## TASK TO COMPLETE
Search the entries for the word "roads". Copy every line that holds it.

## DATASET RECORDS
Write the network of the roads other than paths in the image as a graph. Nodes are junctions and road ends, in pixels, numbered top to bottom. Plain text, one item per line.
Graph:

--

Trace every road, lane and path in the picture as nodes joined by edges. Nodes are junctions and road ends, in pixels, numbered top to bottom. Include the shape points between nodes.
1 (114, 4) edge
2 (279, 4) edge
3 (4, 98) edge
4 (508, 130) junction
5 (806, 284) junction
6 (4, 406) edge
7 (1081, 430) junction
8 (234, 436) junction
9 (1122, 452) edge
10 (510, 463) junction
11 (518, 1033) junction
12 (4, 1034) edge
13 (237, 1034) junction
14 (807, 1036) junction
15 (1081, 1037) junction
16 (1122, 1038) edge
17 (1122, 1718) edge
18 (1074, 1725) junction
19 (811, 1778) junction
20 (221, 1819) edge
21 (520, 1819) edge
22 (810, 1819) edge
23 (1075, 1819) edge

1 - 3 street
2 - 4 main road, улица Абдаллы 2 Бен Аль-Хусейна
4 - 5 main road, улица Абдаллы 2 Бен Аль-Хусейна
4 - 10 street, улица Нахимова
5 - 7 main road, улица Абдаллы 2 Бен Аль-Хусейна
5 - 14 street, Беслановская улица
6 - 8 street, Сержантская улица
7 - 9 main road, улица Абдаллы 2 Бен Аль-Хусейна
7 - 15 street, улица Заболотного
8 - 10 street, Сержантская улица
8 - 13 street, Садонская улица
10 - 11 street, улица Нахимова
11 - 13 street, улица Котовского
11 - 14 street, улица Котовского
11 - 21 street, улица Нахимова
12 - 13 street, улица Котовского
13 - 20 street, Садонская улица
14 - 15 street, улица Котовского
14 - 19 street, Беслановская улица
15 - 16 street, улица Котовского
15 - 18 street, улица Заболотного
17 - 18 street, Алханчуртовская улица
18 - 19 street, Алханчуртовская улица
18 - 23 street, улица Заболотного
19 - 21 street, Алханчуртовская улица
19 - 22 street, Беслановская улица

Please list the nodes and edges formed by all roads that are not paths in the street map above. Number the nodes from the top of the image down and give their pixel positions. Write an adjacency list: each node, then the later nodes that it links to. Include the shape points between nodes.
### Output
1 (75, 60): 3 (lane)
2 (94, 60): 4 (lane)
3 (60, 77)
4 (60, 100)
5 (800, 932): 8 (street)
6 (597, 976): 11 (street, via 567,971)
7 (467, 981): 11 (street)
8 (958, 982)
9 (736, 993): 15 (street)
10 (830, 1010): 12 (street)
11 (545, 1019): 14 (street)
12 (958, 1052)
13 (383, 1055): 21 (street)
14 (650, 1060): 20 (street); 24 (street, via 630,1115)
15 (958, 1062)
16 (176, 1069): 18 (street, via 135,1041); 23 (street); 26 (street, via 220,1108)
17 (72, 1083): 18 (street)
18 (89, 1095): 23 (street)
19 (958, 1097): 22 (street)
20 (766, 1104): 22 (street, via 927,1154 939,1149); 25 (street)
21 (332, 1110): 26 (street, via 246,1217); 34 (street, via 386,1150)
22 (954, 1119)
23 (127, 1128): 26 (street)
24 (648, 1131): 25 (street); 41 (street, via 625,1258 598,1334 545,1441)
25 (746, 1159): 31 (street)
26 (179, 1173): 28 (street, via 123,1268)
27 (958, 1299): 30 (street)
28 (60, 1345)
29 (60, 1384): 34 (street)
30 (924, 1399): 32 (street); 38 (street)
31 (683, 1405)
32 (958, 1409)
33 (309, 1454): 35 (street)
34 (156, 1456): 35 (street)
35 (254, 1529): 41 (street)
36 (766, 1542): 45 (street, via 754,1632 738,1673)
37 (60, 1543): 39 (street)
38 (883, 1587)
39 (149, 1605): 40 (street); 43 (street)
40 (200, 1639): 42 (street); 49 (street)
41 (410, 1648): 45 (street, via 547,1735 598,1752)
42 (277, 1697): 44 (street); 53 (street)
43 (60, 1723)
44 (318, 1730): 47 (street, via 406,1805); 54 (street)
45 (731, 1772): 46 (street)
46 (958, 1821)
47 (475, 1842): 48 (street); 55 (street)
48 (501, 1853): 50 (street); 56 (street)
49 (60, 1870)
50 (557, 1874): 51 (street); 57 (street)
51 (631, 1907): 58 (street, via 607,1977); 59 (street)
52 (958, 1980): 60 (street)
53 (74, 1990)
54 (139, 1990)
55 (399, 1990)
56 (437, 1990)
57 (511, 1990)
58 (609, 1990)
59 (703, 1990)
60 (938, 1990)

## SOLVED PROBLEM
Write the network of the roads other than paths in the image as a graph. Nodes are junctions and road ends, in pixels, numbered top to bottom. Plain text, one item per line.
Please list the nodes and edges formed by all roads that are not paths in the street map above. Number the nodes from the top of the image down and give their pixel positions. Write an adjacency list: each node, then the later nodes that it links to. Include the shape points between nodes.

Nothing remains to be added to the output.